> _WORK INSTRUCTION_
Each entry below must be written out exactly, with pictures left out.

[Saved entries]

⁂

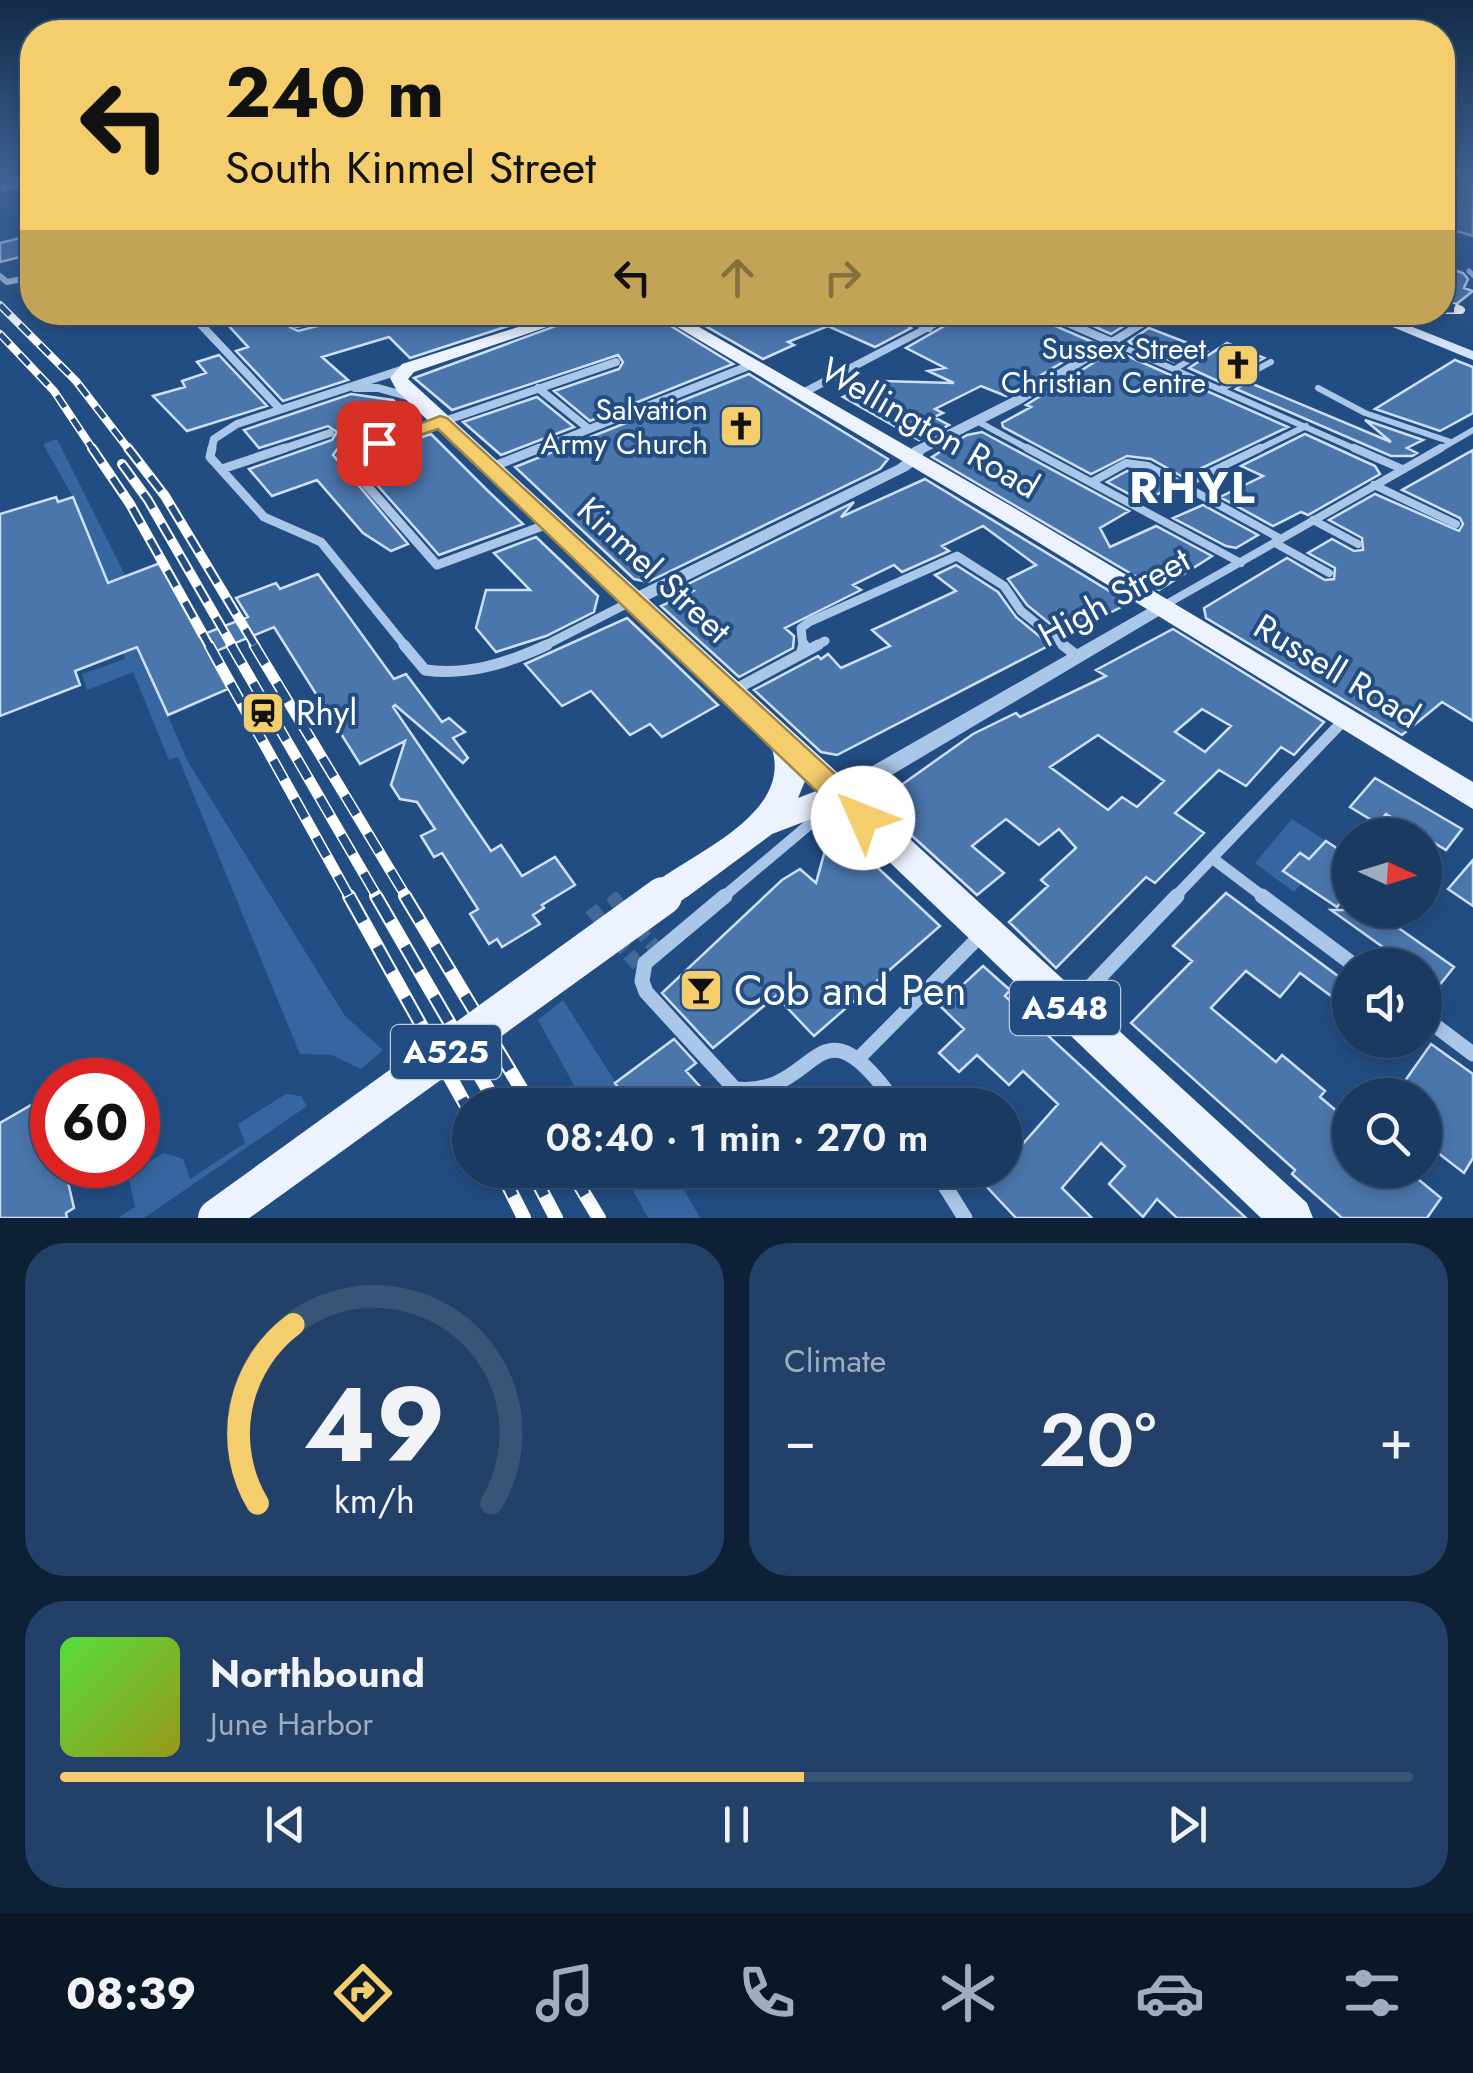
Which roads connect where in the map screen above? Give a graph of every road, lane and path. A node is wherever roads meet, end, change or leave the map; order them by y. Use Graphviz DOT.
graph roads {
  1 [pos="201,325"];
  2 [pos="543,325"];
  3 [pos="683,325"];
  4 [pos="923,325"];
  5 [pos="935,325"];
  6 [pos="1077,325"];
  7 [pos="1142,325"];
  8 [pos="1396,325"];
  9 [pos="929,328"];
  10 [pos="1114,343"];
  11 [pos="1206,350"];
  12 [pos="1473,352"];
  13 [pos="616,362"];
  14 [pos="1271,362"];
  15 [pos="751,364"];
  16 [pos="408,368"];
  17 [pos="1176,370"];
  18 [pos="538,388"];
  19 [pos="1318,388"];
  20 [pos="1221,389"];
  21 [pos="340,390"];
  22 [pos="801,393"];
  23 [pos="418,400"];
  24 [pos="279,408"];
  25 [pos="977,421"];
  26 [pos="440,422"];
  27 [pos="1306,426"];
  28 [pos="589,429"];
  29 [pos="1473,430"];
  30 [pos="330,434"];
  31 [pos="1461,437"];
  32 [pos="1451,442"];
  33 [pos="1473,442"];
  34 [pos="915,460"];
  35 [pos="491,467"];
  36 [pos="222,469"];
  37 [pos="1402,469"];
  38 [pos="1092,482"];
  39 [pos="1184,485"];
  40 [pos="1374,485"];
  41 [pos="1313,520"];
  42 [pos="548,524"];
  43 [pos="1456,524"];
  44 [pos="1278,541"];
  45 [pos="1358,544"];
  46 [pos="1241,563"];
  47 [pos="1329,573"];
  48 [pos="632,601"];
  49 [pos="1164,606"];
  50 [pos="825,642"];
  51 [pos="800,654"];
  52 [pos="1076,655"];
  53 [pos="730,692"];
  54 [pos="1344,720"];
  55 [pos="795,752"];
  56 [pos="884,766"];
  57 [pos="1473,797"];
  58 [pos="830,799"];
  59 [pos="761,825"];
  60 [pos="1212,858"];
  61 [pos="984,932"];
  62 [pos="1332,948"];
  63 [pos="1068,1010"];
  64 [pos="1442,1031"];
  65 [pos="1473,1054"];
  66 [pos="859,1058"];
  67 [pos="887,1088"];
  68 [pos="947,1188"];
  69 [pos="217,1218"];
  70 [pos="965,1218"];
  71 [pos="1292,1218"];
  1 -- 24 [label="street"];
  2 -- 16 [label="main road"];
  3 -- 15 [label="main road, Wellington Road"];
  4 -- 9 [label="street"];
  5 -- 9 [label="street"];
  6 -- 10 [label="street"];
  7 -- 10 [label="street"];
  8 -- 12 [label="main road"];
  9 -- 22 [label="street"];
  10 -- 17 [label="street"];
  10 -- 25 [label="street"];
  11 -- 17 [label="street"];
  13 -- 18 [label="street"];
  14 -- 20 [label="street"];
  15 -- 22 [label="main road, Wellington Road"];
  15 -- 28 [label="street"];
  16 -- 21 [label="street"];
  16 -- 23 [label="main road, Kinmel Street / A548"];
  17 -- 20 [label="street"];
  18 -- 26 [label="street"];
  18 -- 28 [label="street"];
  19 -- 32 [label="street"];
  20 -- 27 [label="street"];
  21 -- 23 [label="street"];
  21 -- 24 [label="street"];
  22 -- 34 [label="main road, Wellington Road"];
  23 -- 26 [label="main road, Kinmel Street / A548"];
  24 -- 36 [label="street"];
  25 -- 34 [label="street"];
  25 -- 38 [label="street"];
  26 -- 35 [label="main road, Kinmel Street / A548"];
  26 -- 42 [label="street"];
  27 -- 37 [label="street"];
  27 -- 39 [label="street"];
  28 -- 35 [label="street"];
  29 -- 31 [label="street, High Street"];
  30 -- 36 [label="street"];
  31 -- 32 [label="street, High Street"];
  31 -- 33 [label="street"];
  32 -- 37 [label="street, High Street"];
  34 -- 48 [label="street"];
  34 -- 49 [label="main road, Wellington Road"];
  35 -- 42 [label="main road, Kinmel Street / A548"];
  36 -- 48 [label="street"];
  37 -- 40 [label="street, High Street"];
  38 -- 39 [label="street"];
  38 -- 46 [label="street"];
  39 -- 44 [label="street"];
  40 -- 41 [label="street, High Street"];
  40 -- 43 [label="street"];
  41 -- 44 [label="street, High Street"];
  41 -- 45 [label="street"];
  42 -- 48 [label="main road, Kinmel Street / A548"];
  44 -- 46 [label="street, High Street"];
  44 -- 47 [label="street"];
  46 -- 49 [label="street, High Street"];
  48 -- 53 [label="main road, Kinmel Street / A548"];
  49 -- 52 [label="street, High Street"];
  49 -- 54 [label="main road, Russell Road"];
  50 -- 51 [label="street"];
  51 -- 52 [label="street"];
  51 -- 53 [label="street"];
  52 -- 56 [label="street, High Street"];
  53 -- 55 [label="main road, Kinmel Street / A548"];
  54 -- 57 [label="main road, Russell Road"];
  54 -- 60 [label="street"];
  55 -- 56 [label="street"];
  55 -- 58 [label="main road, Kinmel Street / A548"];
  55 -- 59 [label="main road, A525"];
  56 -- 58 [label="street, High Street"];
  58 -- 59 [label="main road, A525"];
  58 -- 61 [label="main road, A548"];
  58 -- 66 [label="street"];
  59 -- 69 [label="main road, A525, bridge"];
  60 -- 62 [label="street"];
  60 -- 63 [label="street"];
  61 -- 63 [label="main road, A548"];
  61 -- 66 [label="street"];
  63 -- 71 [label="main road, A548"];
  64 -- 65 [label="street"];
  66 -- 67 [label="street"];
  68 -- 70 [label="street"];
}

⁂

> _THE ANSWER_
Which roads connect where in the map screen above? Give a graph of every road, lane and path. A node is wherever roads meet, end, change or leave the map; order them by y. Use Graphviz DOT.
graph roads {
  1 [pos="201,325"];
  2 [pos="543,325"];
  3 [pos="683,325"];
  4 [pos="923,325"];
  5 [pos="935,325"];
  6 [pos="1077,325"];
  7 [pos="1142,325"];
  8 [pos="1396,325"];
  9 [pos="929,328"];
  10 [pos="1114,343"];
  11 [pos="1206,350"];
  12 [pos="1473,352"];
  13 [pos="616,362"];
  14 [pos="1271,362"];
  15 [pos="751,364"];
  16 [pos="408,368"];
  17 [pos="1176,370"];
  18 [pos="538,388"];
  19 [pos="1318,388"];
  20 [pos="1221,389"];
  21 [pos="340,390"];
  22 [pos="801,393"];
  23 [pos="418,400"];
  24 [pos="279,408"];
  25 [pos="977,421"];
  26 [pos="440,422"];
  27 [pos="1306,426"];
  28 [pos="589,429"];
  29 [pos="1473,430"];
  30 [pos="330,434"];
  31 [pos="1461,437"];
  32 [pos="1451,442"];
  33 [pos="1473,442"];
  34 [pos="915,460"];
  35 [pos="491,467"];
  36 [pos="222,469"];
  37 [pos="1402,469"];
  38 [pos="1092,482"];
  39 [pos="1184,485"];
  40 [pos="1374,485"];
  41 [pos="1313,520"];
  42 [pos="548,524"];
  43 [pos="1456,524"];
  44 [pos="1278,541"];
  45 [pos="1358,544"];
  46 [pos="1241,563"];
  47 [pos="1329,573"];
  48 [pos="632,601"];
  49 [pos="1164,606"];
  50 [pos="825,642"];
  51 [pos="800,654"];
  52 [pos="1076,655"];
  53 [pos="730,692"];
  54 [pos="1344,720"];
  55 [pos="795,752"];
  56 [pos="884,766"];
  57 [pos="1473,797"];
  58 [pos="830,799"];
  59 [pos="761,825"];
  60 [pos="1212,858"];
  61 [pos="984,932"];
  62 [pos="1332,948"];
  63 [pos="1068,1010"];
  64 [pos="1442,1031"];
  65 [pos="1473,1054"];
  66 [pos="859,1058"];
  67 [pos="887,1088"];
  68 [pos="947,1188"];
  69 [pos="217,1218"];
  70 [pos="965,1218"];
  71 [pos="1292,1218"];
  1 -- 24 [label="street"];
  2 -- 16 [label="main road"];
  3 -- 15 [label="main road, Wellington Road"];
  4 -- 9 [label="street"];
  5 -- 9 [label="street"];
  6 -- 10 [label="street"];
  7 -- 10 [label="street"];
  8 -- 12 [label="main road"];
  9 -- 22 [label="street"];
  10 -- 17 [label="street"];
  10 -- 25 [label="street"];
  11 -- 17 [label="street"];
  13 -- 18 [label="street"];
  14 -- 20 [label="street"];
  15 -- 22 [label="main road, Wellington Road"];
  15 -- 28 [label="street"];
  16 -- 21 [label="street"];
  16 -- 23 [label="main road, Kinmel Street / A548"];
  17 -- 20 [label="street"];
  18 -- 26 [label="street"];
  18 -- 28 [label="street"];
  19 -- 32 [label="street"];
  20 -- 27 [label="street"];
  21 -- 23 [label="street"];
  21 -- 24 [label="street"];
  22 -- 34 [label="main road, Wellington Road"];
  23 -- 26 [label="main road, Kinmel Street / A548"];
  24 -- 36 [label="street"];
  25 -- 34 [label="street"];
  25 -- 38 [label="street"];
  26 -- 35 [label="main road, Kinmel Street / A548"];
  26 -- 42 [label="street"];
  27 -- 37 [label="street"];
  27 -- 39 [label="street"];
  28 -- 35 [label="street"];
  29 -- 31 [label="street, High Street"];
  30 -- 36 [label="street"];
  31 -- 32 [label="street, High Street"];
  31 -- 33 [label="street"];
  32 -- 37 [label="street, High Street"];
  34 -- 48 [label="street"];
  34 -- 49 [label="main road, Wellington Road"];
  35 -- 42 [label="main road, Kinmel Street / A548"];
  36 -- 48 [label="street"];
  37 -- 40 [label="street, High Street"];
  38 -- 39 [label="street"];
  38 -- 46 [label="street"];
  39 -- 44 [label="street"];
  40 -- 41 [label="street, High Street"];
  40 -- 43 [label="street"];
  41 -- 44 [label="street, High Street"];
  41 -- 45 [label="street"];
  42 -- 48 [label="main road, Kinmel Street / A548"];
  44 -- 46 [label="street, High Street"];
  44 -- 47 [label="street"];
  46 -- 49 [label="street, High Street"];
  48 -- 53 [label="main road, Kinmel Street / A548"];
  49 -- 52 [label="street, High Street"];
  49 -- 54 [label="main road, Russell Road"];
  50 -- 51 [label="street"];
  51 -- 52 [label="street"];
  51 -- 53 [label="street"];
  52 -- 56 [label="street, High Street"];
  53 -- 55 [label="main road, Kinmel Street / A548"];
  54 -- 57 [label="main road, Russell Road"];
  54 -- 60 [label="street"];
  55 -- 56 [label="street"];
  55 -- 58 [label="main road, Kinmel Street / A548"];
  55 -- 59 [label="main road, A525"];
  56 -- 58 [label="street, High Street"];
  58 -- 59 [label="main road, A525"];
  58 -- 61 [label="main road, A548"];
  58 -- 66 [label="street"];
  59 -- 69 [label="main road, A525, bridge"];
  60 -- 62 [label="street"];
  60 -- 63 [label="street"];
  61 -- 63 [label="main road, A548"];
  61 -- 66 [label="street"];
  63 -- 71 [label="main road, A548"];
  64 -- 65 [label="street"];
  66 -- 67 [label="street"];
  68 -- 70 [label="street"];
}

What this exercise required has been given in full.